Against barely discernible benefits, the immediate and lasting harms of lockdowns to health, mental health, livelihoods, and social life are immense. A peer-reviewed article in the European Journal of Clinical Investigation by researchers from Stanford University showed that net harms exceed net gains between highly and less restrictive interventions. In the UK, 3 million people missed cancer screenings and heart attacks, Accident and Emergency attendance dropped by 50 percent, and almost half of the 220,000 deaths were from non-COVID-19 causes, such as cancelled operations. In Canada too, lockdowns have caused massive mental health, societal health, educational, economic, and even public health damage, including deaths from other severe diseases because people are either turned away from hospitals focussed on COVID-19, or are too frightened to go to the hospital.
Australia's former foreign minister, Alexander Downer, described elimination as a "strategy that will never work," articulating that its pursuit would be "the greatest danger for Australia" that will "cause the collapse of the economy, massive social dislocation, depression, educational setbacks, and the collapse of small businesses." No government should ever again have the power to shut down our lives, businesses, culture, and liberties.
Third, one explanation for the failure to control the pandemic could be that doctors have been delegated authority to make policy decisions that should have been tasked instead to emergency management experts, with input from public health specialists within their domain of expertise. A pandemic is not a public health emergency, it's a public emergency. It affects every aspect of life: the public sector, private sector, every citizen.
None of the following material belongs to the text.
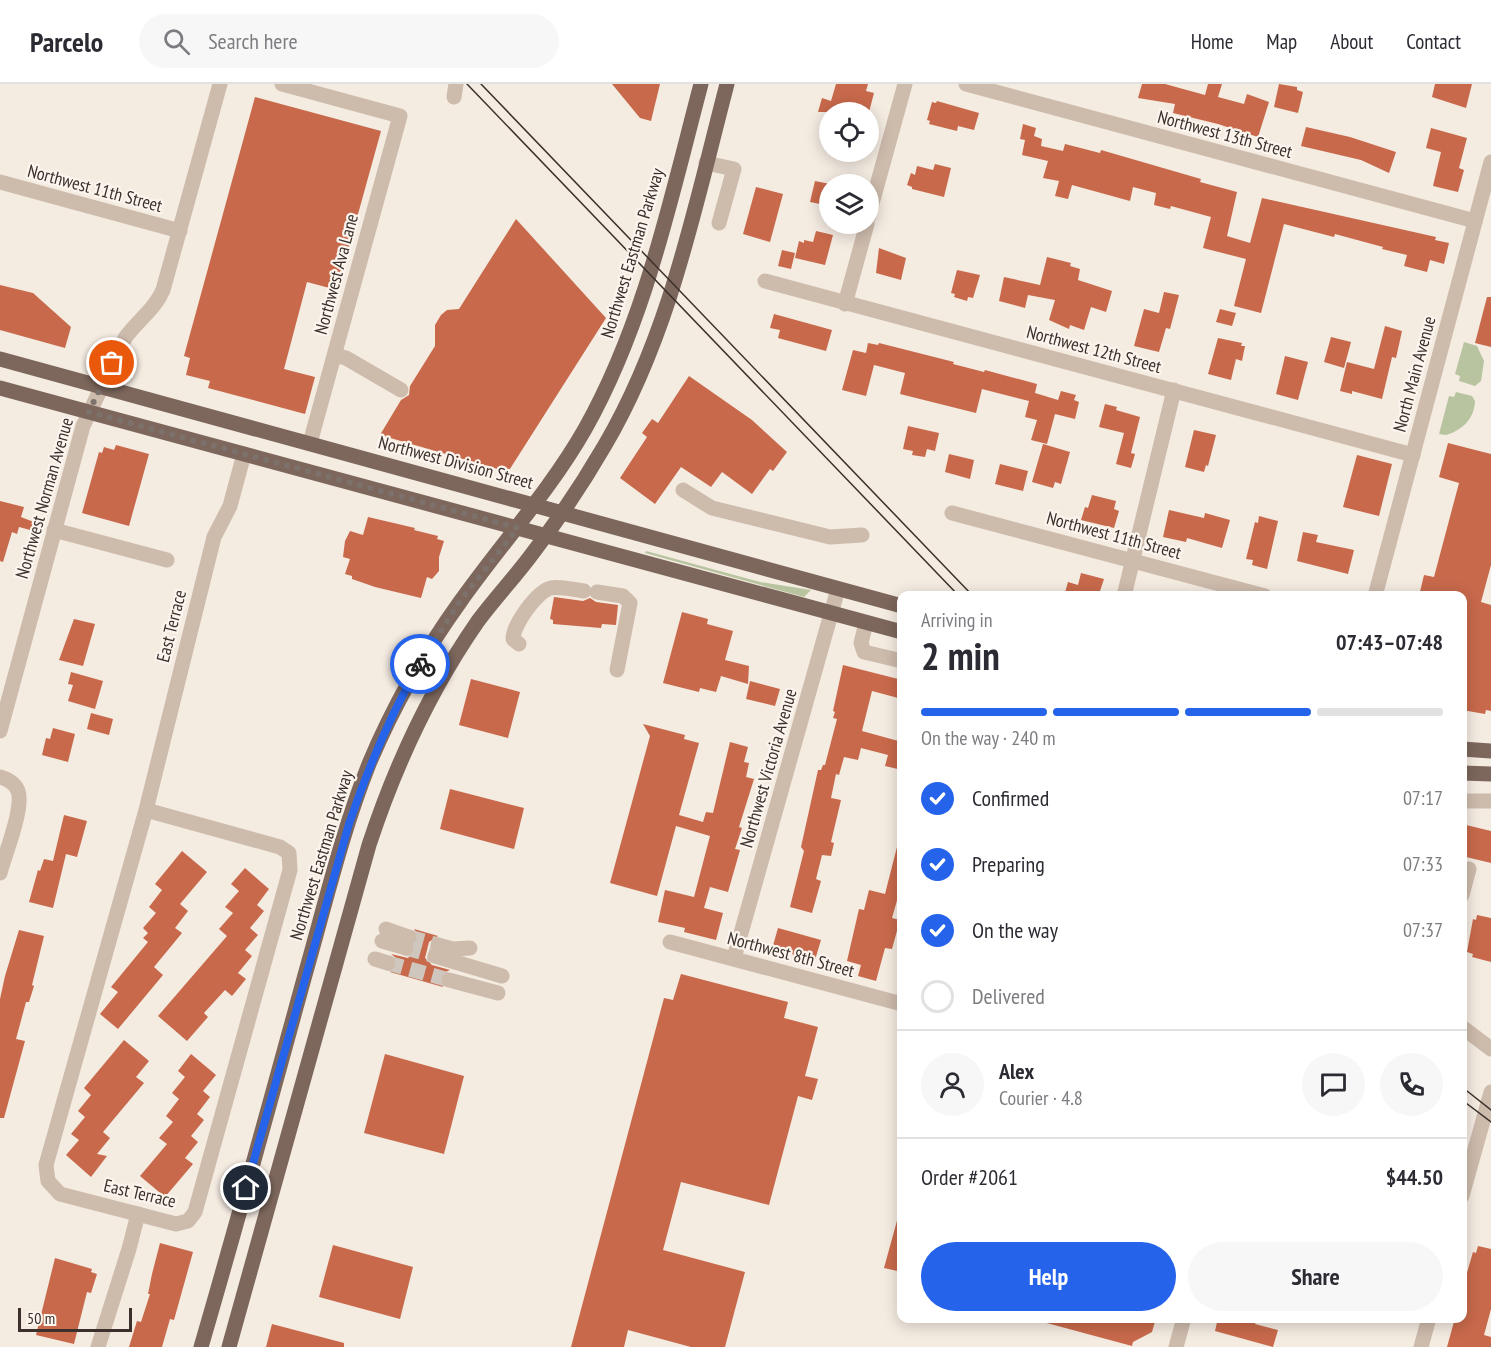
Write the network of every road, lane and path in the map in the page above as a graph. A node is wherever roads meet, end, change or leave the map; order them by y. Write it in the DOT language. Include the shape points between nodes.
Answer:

Every Canadian province has an Emergency Management Organization that scans across all sectors of the economy daily, looking for hazards that are going to impact them, making sure critical infrastructure is operating, and giving governments the tools needed to ensure the stability of their jurisdiction. They have been pushed aside by chief health officers who are not trained in any of this. As non-medics would be barred from hospital operating theatres, why then do we expect good outcomes from health professionals with no expertise and experience in emergency management planning and execution of operational plans?
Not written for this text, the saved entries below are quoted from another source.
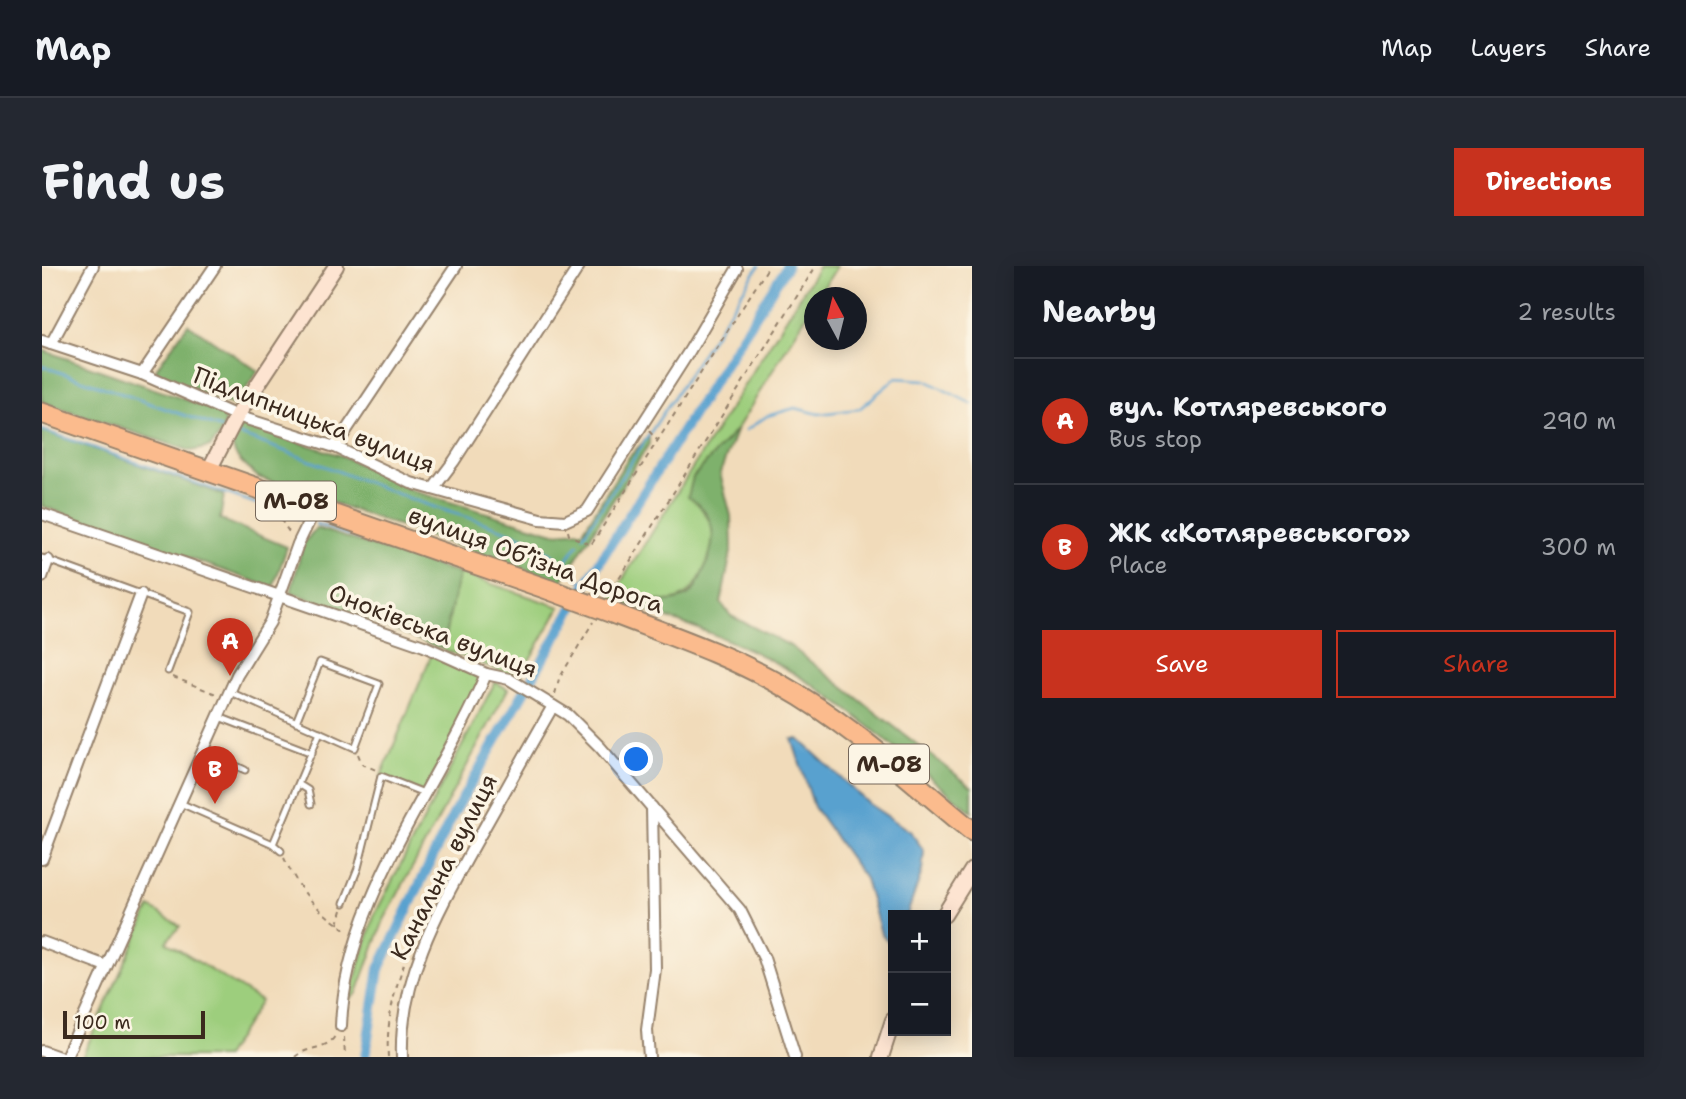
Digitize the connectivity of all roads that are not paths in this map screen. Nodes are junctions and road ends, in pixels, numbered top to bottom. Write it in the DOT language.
graph roads {
  1 [pos="93,266"];
  2 [pos="215,266"];
  3 [pos="336,266"];
  4 [pos="456,266"];
  5 [pos="579,266"];
  6 [pos="737,269"];
  7 [pos="47,342"];
  8 [pos="142,374"];
  9 [pos="42,413"];
  10 [pos="237,416"];
  11 [pos="335,447"];
  12 [pos="208,472"];
  13 [pos="433,489"];
  14 [pos="316,508"];
  15 [pos="42,514"];
  16 [pos="45,559"];
  17 [pos="42,577"];
  18 [pos="141,594"];
  19 [pos="282,596"];
  20 [pos="168,671"];
  21 [pos="486,674"];
  22 [pos="228,695"];
  23 [pos="552,706"];
  24 [pos="219,717"];
  25 [pos="296,722"];
  26 [pos="320,732"];
  27 [pos="204,750"];
  28 [pos="312,753"];
  29 [pos="245,770"];
  30 [pos="300,785"];
  31 [pos="424,793"];
  32 [pos="180,803"];
  33 [pos="311,804"];
  34 [pos="652,807"];
  35 [pos="972,831"];
  36 [pos="680,838"];
  37 [pos="655,844"];
  38 [pos="273,845"];
  39 [pos="281,851"];
  40 [pos="42,859"];
  41 [pos="972,870"];
  42 [pos="344,902"];
  43 [pos="947,910"];
  44 [pos="42,942"];
  45 [pos="106,966"];
  46 [pos="341,1026"];
  47 [pos="888,1035"];
  48 [pos="42,1051"];
  49 [pos="59,1057"];
  50 [pos="66,1057"];
  51 [pos="402,1057"];
  52 [pos="649,1057"];
  53 [pos="795,1057"];
  54 [pos="881,1057"];
  1 -- 7 [label="street"];
  2 -- 8 [label="street"];
  3 -- 10 [label="street"];
  4 -- 11 [label="street"];
  5 -- 13 [label="street"];
  6 -- 13 [label="street, Підлипницька вулиця"];
  7 -- 8 [label="street, Підлипницька вулиця"];
  8 -- 10 [label="street, Підлипницька вулиця"];
  9 -- 12 [label="highway, вулиця Обʼїзна Дорога / М-08"];
  10 -- 11 [label="street, Підлипницька вулиця"];
  10 -- 12 [label="street"];
  11 -- 13 [label="street, Підлипницька вулиця"];
  12 -- 14 [label="highway, вулиця Обʼїзна Дорога / М-08"];
  14 -- 19 [label="street"];
  14 -- 35 [label="highway, вулиця Обʼїзна Дорога / М-08, bridge"];
  15 -- 19 [label="street, Оноківська вулиця"];
  16 -- 17 [label="street"];
  16 -- 18 [label="lane"];
  18 -- 20 [label="lane"];
  18 -- 40 [label="street"];
  19 -- 21 [label="street, Оноківська вулиця"];
  19 -- 22 [label="street"];
  21 -- 23 [label="street, Оноківська вулиця"];
  21 -- 31 [label="street, Канальна вулиця"];
  22 -- 24 [label="street"];
  22 -- 25 [label="lane"];
  23 -- 34 [label="street, Оноківська вулиця"];
  23 -- 51 [label="street, Канальна вулиця"];
  24 -- 27 [label="street"];
  24 -- 28 [label="lane"];
  25 -- 26 [label="lane"];
  25 -- 26 [label="lane"];
  26 -- 28 [label="lane"];
  27 -- 29 [label="lane"];
  27 -- 32 [label="street"];
  28 -- 30 [label="lane"];
  30 -- 33 [label="lane"];
  30 -- 38 [label="lane"];
  31 -- 42 [label="lane"];
  31 -- 46 [label="street, Канальна вулиця"];
  32 -- 38 [label="lane"];
  32 -- 45 [label="street"];
  34 -- 36 [label="street, Оноківська вулиця"];
  34 -- 37 [label="street"];
  36 -- 37 [label="street"];
  36 -- 53 [label="street, Оноківська вулиця"];
  37 -- 52 [label="street"];
  38 -- 39 [label="lane"];
  41 -- 43 [label="street"];
  44 -- 45 [label="street"];
  45 -- 50 [label="street"];
  47 -- 54 [label="street"];
  48 -- 49 [label="street"];
}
Fourth, Sweden's chief epidemiologist Anders Tegnell was correct in his observation last April that lockdowns have no "historical scientific basis." The scepticism towards harsh mitigation measures was stated by the WHO in 2006, 2019, and again last December. National pandemic preparedness plans reflected the prevailing scientific and policy consensus. East Asian countries have had significantly lower COVID-19 death tolls and collateral damage to livelihoods and lifestyles because their pandemic plans were swiftly activated against COVID-19. By contrast, having reaffirmed in February 2020 its existing pandemic preparedness plan that had been drawn up in 2011, the UK abandoned any plan in March. Canada too had well-defined plans based on the hard lessons learned from previous pandemics. These were all discarded.
Going forward, the key question is what the acceptable level of mortality risk, relative to the damage to health, mental health, society, economy, and disadvantaged groups like migrants and the poor from lockdowns is. Instead of fear-driven hysteria, governments should emphasise balance and proportionality and project calm, competence, and composure. COVID-19 is now endemic and will keep circulating, returning (especially in winters), and mutating. We cannot endlessly repeat lockdown cycles. The overall goal should be risk management, not risk avoidance, denial, or eradication. We must break the cycle of fear with a clear plan that people can understand and support.